• _Task goal_: After finding the line containing "Turn all roads" below, please output that line and each following one through the line containing "Build a routing", exactly as written.

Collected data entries
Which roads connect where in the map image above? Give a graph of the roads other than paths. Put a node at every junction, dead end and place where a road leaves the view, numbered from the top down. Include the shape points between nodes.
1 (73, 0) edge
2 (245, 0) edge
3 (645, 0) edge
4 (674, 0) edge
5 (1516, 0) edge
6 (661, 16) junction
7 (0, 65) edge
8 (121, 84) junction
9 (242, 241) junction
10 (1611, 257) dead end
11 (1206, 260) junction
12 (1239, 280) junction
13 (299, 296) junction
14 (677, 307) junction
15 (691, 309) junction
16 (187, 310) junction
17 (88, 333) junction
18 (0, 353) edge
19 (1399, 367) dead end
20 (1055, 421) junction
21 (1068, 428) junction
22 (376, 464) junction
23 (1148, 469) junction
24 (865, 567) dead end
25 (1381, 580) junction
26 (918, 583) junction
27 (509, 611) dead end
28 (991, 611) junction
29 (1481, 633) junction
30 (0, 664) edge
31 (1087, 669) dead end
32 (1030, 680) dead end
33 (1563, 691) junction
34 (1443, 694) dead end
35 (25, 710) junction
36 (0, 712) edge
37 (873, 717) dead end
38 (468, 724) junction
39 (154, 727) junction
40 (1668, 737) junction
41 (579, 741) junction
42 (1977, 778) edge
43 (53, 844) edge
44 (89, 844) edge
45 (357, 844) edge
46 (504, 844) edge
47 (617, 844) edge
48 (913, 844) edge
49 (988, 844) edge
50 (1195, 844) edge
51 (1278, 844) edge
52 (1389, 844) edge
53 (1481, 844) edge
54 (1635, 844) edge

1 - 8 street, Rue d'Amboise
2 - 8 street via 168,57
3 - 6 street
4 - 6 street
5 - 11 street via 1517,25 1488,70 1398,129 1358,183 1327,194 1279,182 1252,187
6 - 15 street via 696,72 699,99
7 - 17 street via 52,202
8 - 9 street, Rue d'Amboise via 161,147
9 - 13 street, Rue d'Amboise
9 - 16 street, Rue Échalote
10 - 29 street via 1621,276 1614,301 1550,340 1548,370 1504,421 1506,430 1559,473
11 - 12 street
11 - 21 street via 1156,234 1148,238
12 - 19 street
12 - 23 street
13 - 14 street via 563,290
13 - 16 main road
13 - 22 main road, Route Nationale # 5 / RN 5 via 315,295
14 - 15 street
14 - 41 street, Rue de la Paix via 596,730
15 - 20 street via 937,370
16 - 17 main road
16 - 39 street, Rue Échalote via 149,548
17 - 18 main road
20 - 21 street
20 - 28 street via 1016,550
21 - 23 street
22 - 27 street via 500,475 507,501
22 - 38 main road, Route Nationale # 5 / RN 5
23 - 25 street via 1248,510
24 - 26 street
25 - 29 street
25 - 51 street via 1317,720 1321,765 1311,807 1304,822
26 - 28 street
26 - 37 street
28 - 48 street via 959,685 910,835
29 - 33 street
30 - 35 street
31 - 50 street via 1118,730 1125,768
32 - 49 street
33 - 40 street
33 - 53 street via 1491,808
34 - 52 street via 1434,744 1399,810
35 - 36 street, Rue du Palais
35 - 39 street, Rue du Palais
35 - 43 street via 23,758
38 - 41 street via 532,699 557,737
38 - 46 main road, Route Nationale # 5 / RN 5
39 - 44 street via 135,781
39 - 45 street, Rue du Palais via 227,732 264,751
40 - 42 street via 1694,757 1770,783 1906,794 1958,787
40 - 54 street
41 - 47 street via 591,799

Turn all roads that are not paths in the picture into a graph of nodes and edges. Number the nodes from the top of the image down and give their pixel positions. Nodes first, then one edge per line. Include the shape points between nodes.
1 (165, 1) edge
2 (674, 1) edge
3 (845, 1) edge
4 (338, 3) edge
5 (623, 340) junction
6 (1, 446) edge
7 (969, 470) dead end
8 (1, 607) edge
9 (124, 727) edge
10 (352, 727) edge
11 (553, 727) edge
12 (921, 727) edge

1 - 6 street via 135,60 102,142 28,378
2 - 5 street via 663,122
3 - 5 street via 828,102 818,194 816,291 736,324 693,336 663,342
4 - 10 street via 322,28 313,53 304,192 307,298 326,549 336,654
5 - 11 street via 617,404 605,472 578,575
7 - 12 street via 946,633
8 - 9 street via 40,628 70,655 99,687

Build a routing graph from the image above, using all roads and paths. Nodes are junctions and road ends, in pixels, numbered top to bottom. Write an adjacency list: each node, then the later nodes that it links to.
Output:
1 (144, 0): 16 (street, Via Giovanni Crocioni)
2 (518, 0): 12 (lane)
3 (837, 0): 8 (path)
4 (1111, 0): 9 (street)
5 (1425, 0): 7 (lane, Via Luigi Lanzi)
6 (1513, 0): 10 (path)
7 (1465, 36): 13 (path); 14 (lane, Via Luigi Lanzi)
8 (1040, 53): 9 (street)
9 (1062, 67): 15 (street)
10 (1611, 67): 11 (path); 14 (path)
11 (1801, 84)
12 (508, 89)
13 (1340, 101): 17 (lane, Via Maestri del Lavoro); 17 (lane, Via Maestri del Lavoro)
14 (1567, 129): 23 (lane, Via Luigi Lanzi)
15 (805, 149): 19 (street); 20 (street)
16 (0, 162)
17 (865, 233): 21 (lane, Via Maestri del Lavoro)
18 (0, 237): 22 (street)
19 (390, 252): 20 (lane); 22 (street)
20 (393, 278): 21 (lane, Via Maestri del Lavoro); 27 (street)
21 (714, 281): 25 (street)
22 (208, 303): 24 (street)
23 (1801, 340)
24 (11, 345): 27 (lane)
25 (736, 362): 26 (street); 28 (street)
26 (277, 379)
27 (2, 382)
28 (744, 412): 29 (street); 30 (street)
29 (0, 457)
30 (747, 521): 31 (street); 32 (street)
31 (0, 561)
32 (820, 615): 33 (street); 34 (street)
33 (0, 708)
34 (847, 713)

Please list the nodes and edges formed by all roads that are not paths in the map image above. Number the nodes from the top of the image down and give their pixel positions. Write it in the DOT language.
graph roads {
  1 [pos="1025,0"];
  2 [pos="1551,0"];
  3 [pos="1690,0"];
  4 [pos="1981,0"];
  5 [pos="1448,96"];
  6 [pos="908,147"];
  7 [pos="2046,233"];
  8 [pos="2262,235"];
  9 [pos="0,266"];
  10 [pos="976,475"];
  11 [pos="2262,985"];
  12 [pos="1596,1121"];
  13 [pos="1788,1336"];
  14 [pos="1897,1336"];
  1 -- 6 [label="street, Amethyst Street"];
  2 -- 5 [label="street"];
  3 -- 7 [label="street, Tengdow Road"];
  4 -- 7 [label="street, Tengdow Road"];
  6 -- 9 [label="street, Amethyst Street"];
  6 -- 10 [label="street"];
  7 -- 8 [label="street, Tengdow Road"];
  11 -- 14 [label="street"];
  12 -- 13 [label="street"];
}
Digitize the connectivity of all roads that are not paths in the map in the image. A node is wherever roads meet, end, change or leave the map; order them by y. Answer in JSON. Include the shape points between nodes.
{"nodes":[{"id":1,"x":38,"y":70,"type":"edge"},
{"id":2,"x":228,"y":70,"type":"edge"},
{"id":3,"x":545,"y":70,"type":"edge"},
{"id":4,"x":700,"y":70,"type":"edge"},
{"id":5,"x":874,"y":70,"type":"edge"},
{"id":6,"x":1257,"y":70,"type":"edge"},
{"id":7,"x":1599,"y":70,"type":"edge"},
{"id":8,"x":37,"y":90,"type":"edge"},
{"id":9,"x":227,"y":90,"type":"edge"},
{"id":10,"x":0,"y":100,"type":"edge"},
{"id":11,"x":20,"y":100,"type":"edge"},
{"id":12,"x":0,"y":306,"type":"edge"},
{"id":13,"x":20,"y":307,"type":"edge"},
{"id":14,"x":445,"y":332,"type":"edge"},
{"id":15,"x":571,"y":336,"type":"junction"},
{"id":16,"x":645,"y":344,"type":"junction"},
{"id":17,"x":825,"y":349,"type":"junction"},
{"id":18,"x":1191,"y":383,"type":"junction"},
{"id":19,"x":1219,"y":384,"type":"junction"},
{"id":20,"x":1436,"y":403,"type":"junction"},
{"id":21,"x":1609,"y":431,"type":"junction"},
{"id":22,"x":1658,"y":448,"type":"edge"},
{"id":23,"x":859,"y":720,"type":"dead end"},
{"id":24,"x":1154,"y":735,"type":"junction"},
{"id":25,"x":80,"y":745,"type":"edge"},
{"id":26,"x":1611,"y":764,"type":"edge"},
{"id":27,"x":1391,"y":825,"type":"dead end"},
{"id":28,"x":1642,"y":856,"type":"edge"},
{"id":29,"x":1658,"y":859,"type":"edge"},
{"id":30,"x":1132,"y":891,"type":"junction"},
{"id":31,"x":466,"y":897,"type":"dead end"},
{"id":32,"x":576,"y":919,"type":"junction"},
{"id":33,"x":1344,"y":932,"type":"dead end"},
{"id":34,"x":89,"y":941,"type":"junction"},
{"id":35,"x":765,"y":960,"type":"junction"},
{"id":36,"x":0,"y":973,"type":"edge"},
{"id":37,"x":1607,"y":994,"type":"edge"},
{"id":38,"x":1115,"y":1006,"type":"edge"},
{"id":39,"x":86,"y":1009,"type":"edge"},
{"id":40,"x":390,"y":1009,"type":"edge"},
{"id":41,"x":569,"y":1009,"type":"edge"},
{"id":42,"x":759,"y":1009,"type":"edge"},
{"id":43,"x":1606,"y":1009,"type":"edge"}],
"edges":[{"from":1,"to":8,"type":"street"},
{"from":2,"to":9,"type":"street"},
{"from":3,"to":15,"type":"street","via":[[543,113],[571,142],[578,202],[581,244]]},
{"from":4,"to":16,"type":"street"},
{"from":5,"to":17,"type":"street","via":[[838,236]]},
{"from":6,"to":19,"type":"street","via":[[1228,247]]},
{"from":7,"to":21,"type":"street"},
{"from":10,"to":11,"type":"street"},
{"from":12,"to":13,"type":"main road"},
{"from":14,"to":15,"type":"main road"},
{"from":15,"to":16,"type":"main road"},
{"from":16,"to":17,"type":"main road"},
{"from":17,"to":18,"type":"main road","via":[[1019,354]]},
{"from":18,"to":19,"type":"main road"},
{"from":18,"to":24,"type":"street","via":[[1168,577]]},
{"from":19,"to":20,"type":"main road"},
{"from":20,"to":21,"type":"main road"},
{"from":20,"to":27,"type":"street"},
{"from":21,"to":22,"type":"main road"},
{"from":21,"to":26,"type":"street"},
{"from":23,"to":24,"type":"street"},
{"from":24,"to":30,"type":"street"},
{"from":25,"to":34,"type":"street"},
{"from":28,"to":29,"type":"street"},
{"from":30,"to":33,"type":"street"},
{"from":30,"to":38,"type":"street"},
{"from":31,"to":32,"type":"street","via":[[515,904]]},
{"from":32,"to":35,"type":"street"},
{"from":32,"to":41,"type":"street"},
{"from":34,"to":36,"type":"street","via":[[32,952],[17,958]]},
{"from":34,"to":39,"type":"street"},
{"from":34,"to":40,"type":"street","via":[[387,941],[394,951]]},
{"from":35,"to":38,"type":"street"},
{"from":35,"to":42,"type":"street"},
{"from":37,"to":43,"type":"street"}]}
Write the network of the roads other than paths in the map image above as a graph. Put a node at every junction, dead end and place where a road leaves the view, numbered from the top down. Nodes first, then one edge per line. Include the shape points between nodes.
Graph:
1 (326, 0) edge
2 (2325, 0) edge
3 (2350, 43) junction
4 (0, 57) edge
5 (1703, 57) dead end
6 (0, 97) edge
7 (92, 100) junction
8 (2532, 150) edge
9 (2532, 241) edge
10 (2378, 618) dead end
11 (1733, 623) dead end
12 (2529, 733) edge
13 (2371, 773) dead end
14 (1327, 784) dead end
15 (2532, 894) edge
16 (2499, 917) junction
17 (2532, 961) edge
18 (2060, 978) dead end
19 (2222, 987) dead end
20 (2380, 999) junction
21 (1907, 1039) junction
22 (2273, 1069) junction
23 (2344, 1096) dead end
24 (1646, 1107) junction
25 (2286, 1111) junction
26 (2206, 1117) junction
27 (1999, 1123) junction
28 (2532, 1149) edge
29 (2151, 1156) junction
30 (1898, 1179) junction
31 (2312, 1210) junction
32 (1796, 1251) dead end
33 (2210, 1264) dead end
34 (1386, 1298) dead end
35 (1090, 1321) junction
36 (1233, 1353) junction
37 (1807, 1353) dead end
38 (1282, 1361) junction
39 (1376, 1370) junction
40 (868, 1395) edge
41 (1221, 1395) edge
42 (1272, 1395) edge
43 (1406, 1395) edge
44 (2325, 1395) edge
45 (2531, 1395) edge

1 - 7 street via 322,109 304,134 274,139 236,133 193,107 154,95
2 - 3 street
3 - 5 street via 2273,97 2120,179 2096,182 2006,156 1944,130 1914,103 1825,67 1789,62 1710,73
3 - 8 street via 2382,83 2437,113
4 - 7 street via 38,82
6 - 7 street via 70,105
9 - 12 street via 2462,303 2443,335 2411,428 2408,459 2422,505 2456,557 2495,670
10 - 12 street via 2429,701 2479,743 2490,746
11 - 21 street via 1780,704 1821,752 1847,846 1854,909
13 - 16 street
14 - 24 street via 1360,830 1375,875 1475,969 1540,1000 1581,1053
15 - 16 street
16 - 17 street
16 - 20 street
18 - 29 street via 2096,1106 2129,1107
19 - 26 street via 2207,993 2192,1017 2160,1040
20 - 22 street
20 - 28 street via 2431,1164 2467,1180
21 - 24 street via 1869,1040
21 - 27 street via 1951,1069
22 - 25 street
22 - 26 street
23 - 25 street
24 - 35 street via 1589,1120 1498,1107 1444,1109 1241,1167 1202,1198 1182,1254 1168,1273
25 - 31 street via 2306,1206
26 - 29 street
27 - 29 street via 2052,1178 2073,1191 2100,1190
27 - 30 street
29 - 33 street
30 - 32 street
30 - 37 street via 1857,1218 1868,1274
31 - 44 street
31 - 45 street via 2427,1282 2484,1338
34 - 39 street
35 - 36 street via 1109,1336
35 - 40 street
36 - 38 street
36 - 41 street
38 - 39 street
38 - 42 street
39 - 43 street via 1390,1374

• _Solution to this exercise_:
Turn all roads that are not paths in the picture into a graph of nodes and edges. Number the nodes from the top of the image down and give their pixel positions. Nodes first, then one edge per line. Include the shape points between nodes.
1 (165, 1) edge
2 (674, 1) edge
3 (845, 1) edge
4 (338, 3) edge
5 (623, 340) junction
6 (1, 446) edge
7 (969, 470) dead end
8 (1, 607) edge
9 (124, 727) edge
10 (352, 727) edge
11 (553, 727) edge
12 (921, 727) edge

1 - 6 street via 135,60 102,142 28,378
2 - 5 street via 663,122
3 - 5 street via 828,102 818,194 816,291 736,324 693,336 663,342
4 - 10 street via 322,28 313,53 304,192 307,298 326,549 336,654
5 - 11 street via 617,404 605,472 578,575
7 - 12 street via 946,633
8 - 9 street via 40,628 70,655 99,687

Build a routing graph from the image above, using all roads and paths. Nodes are junctions and road ends, in pixels, numbered top to bottom. Write an adjacency list: each node, then the later nodes that it links to.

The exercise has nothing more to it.